Had this exact problem six months ago building a customer support bot. elizabeths is right - you can’t retrieve existing chats through Bot API. What’s annoying is Telegram’s docs don’t mention this limitation clearly. I wasted days trying different approaches before figuring out the restriction. My solution was a simple SQLite database that grabs chat IDs when users send their first message. I use /start to trigger storing new chat_id values with timestamps. It’s been running smooth in production and does exactly what I need without dealing with MTProto complexity. The trick is switching from pulling data to collecting it as interactions happen.

yeah, that bot api limitation is annoying when you hit it. i switched to webhooks instead of polling - whenever someone messages the bot, i just save their chat_id to a json file. works great for smaller projects and you don’t need a database like sqlite unless you’re dealing with tons of users.

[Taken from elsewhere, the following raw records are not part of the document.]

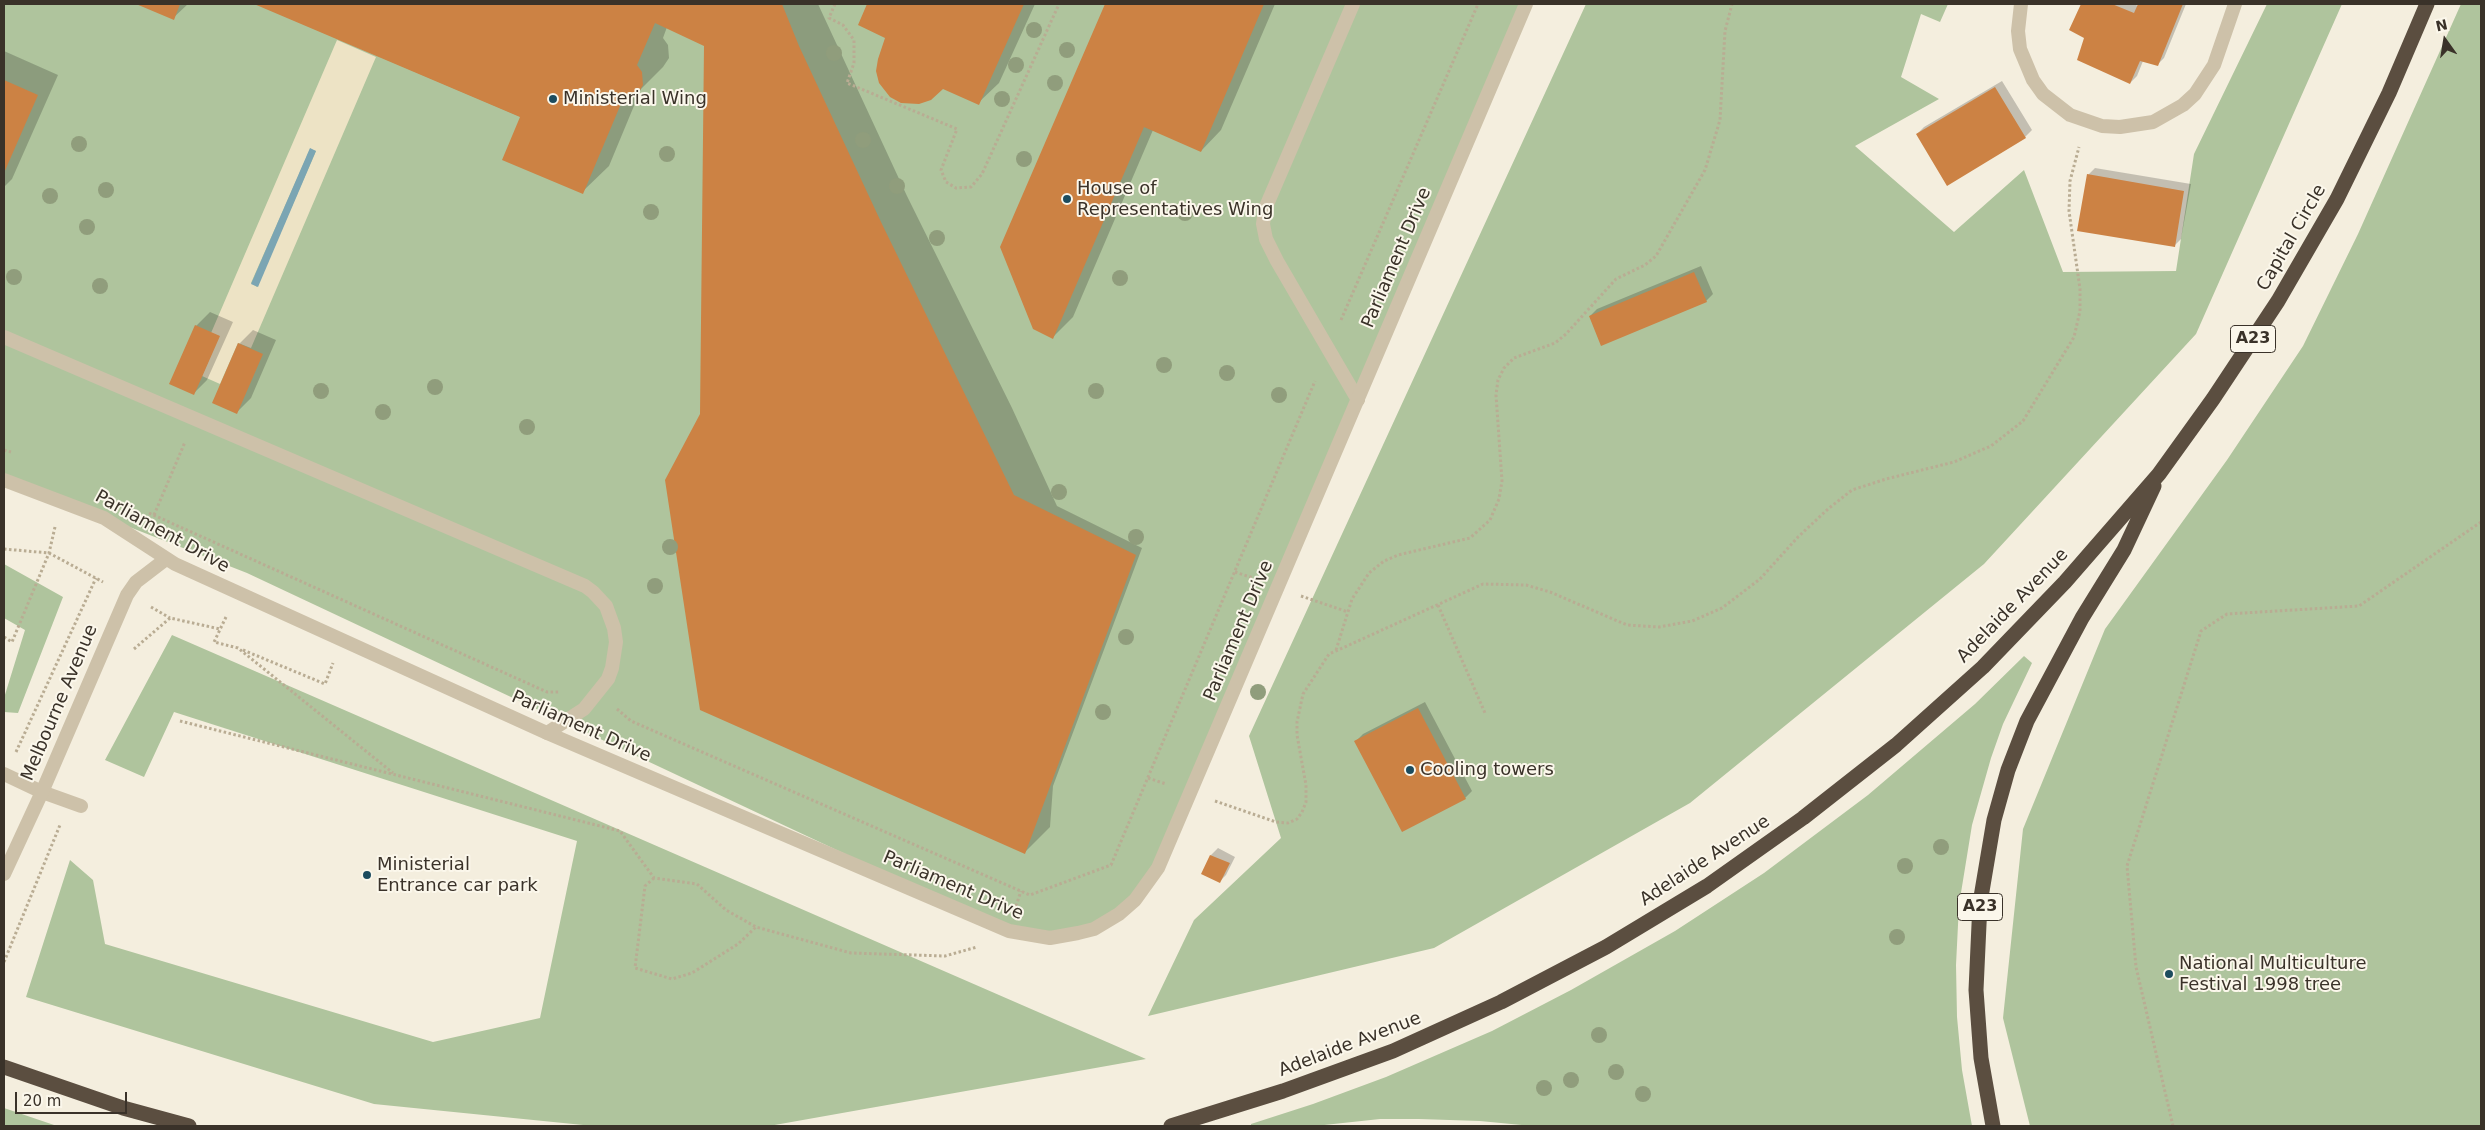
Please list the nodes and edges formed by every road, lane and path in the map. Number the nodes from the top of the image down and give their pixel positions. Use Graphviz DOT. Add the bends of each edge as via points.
graph roads {
  1 [pos="835,4"];
  2 [pos="1059,4"];
  3 [pos="1353,4"];
  4 [pos="1478,4"];
  5 [pos="1526,4"];
  6 [pos="1732,4"];
  7 [pos="2021,4"];
  8 [pos="2235,4"];
  9 [pos="2427,4"];
  10 [pos="2086,122"];
  11 [pos="4,337"];
  12 [pos="1328,350"];
  13 [pos="1358,400"];
  14 [pos="195,418"];
  15 [pos="4,450"];
  16 [pos="18,455"];
  17 [pos="2159,474"];
  18 [pos="4,480"];
  19 [pos="62,501"];
  20 [pos="145,511"];
  21 [pos="154,515"];
  22 [pos="2481,522"];
  23 [pos="4,549"];
  24 [pos="49,553"];
  25 [pos="166,559"];
  26 [pos="96,578"];
  27 [pos="1438,605"];
  28 [pos="220,629"];
  29 [pos="4,637"];
  30 [pos="214,642"];
  31 [pos="132,650"];
  32 [pos="1336,651"];
  33 [pos="594,698"];
  34 [pos="1485,713"];
  35 [pos="180,721"];
  36 [pos="547,733"];
  37 [pos="5,774"];
  38 [pos="396,775"];
  39 [pos="1148,778"];
  40 [pos="42,792"];
  41 [pos="1190,792"];
  42 [pos="75,803"];
  43 [pos="4,874"];
  44 [pos="654,878"];
  45 [pos="756,927"];
  46 [pos="1009,931"];
  47 [pos="4,962"];
  48 [pos="4,1067"];
  49 [pos="189,1126"];
  50 [pos="1171,1126"];
  51 [pos="1992,1126"];
  52 [pos="2173,1126"];
  1 -- 2 [label="path" via="829,18 843,25 854,40 854,63 847,83 956,129 942,170 946,182 956,188 972,187 982,174"];
  3 -- 12 [label="street" via="1266,209 1263,224 1266,239 1277,261"];
  4 -- 12 [label="path"];
  5 -- 13 [label="street, Parliament Drive"];
  6 -- 32 [label="path" via="1725,31 1720,120 1705,170 1656,256 1616,279 1555,343 1514,358 1504,368 1496,395 1502,481 1490,520 1470,538 1398,555 1369,573 1352,599"];
  7 -- 10 [label="street" via="2020,49 2033,80 2056,105"];
  8 -- 10 [label="street" via="2214,64 2196,94 2183,105 2153,122 2136,126 2102,126"];
  9 -- 17 [label="highway, Capital Circle / A23" via="2389,94 2337,199 2278,301"];
  10 -- 27 [label="path" via="2070,181 2069,211 2080,288 2080,311 2074,337 2023,421 1990,446 1954,462 1852,490 1804,532 1760,578 1722,608 1692,621 1659,627 1627,625 1526,585 1483,584"];
  11 -- 14 [label="street"];
  12 -- 13 [label="street"];
  12 -- 39 [label="path"];
  13 -- 41 [label="street, Parliament Drive"];
  14 -- 21 [label="path"];
  14 -- 33 [label="street" via="585,586 606,606 616,642 608,679"];
  15 -- 16 [label="path"];
  17 -- 50 [label="highway, Adelaide Avenue" via="2065,582 1983,667 1880,758 1803,818 1706,886 1606,948 1501,1002 1411,1043 1283,1091"];
  17 -- 51 [label="highway, A23" via="2139,522 2082,618 2027,721 1996,812 1980,903 1976,990 1981,1058"];
  18 -- 19 [label="street, Parliament Drive"];
  19 -- 24 [label="path"];
  19 -- 25 [label="street, Parliament Drive" via="104,518"];
  20 -- 21 [label="path"];
  21 -- 33 [label="path" via="547,692 576,691"];
  22 -- 52 [label="path" via="2359,606 2227,614 2201,631 2127,866 2136,967"];
  23 -- 24 [label="path"];
  24 -- 29 [label="path" via="12,642"];
  25 -- 36 [label="street, Parliament Drive"];
  25 -- 40 [label="street, Melbourne Avenue" via="136,582 127,595"];
  26 -- 37 [label="path"];
  27 -- 32 [label="path"];
  27 -- 34 [label="path"];
  28 -- 31 [label="path" via="170,618"];
  30 -- 38 [label="path" via="238,648"];
  32 -- 41 [label="path" via="1329,654 1303,694 1297,735 1306,802 1296,819 1288,823 1276,822"];
  33 -- 36 [label="street" via="584,709"];
  33 -- 39 [label="path" via="614,707 631,721 1030,895 1111,865"];
  35 -- 38 [label="path"];
  36 -- 46 [label="street, Parliament Drive"];
  37 -- 40 [label="street"];
  38 -- 44 [label="path" via="620,831"];
  39 -- 41 [label="path"];
  40 -- 42 [label="street"];
  40 -- 43 [label="street, Melbourne Avenue"];
  41 -- 46 [label="street, Parliament Drive" via="1158,868 1135,900 1119,914 1094,929 1063,936 1036,938"];
  42 -- 47 [label="path" via="40,873"];
  44 -- 45 [label="path" via="697,884 726,910"];
  44 -- 45 [label="path" via="646,886 635,968 672,979 692,973 738,944"];
  45 -- 46 [label="path" via="851,953 945,956 986,945"];
  48 -- 49 [label="highway" via="123,1108"];
}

You’re mixing up Telegram’s Bot API with the Client API. The messages.getAllChats method you mentioned is part of MTProto Client API, not the Bot API that most people use for bots. Regular Bot API doesn’t let bots get a list of all their chats - this is intentional for privacy and security. Bots can only work with chats where users explicitly started conversations or added the bot. If you really need this feature, you’d have to use Telegram’s MTProto protocol with libraries like GramJS or telegram-mtproto for Node.js. But that requires user authentication (not bot auth) and brings extra complexity plus rate limits. For most bots, just store chat IDs in your own database as users interact with your bot instead of trying to pull them from Telegram’s servers.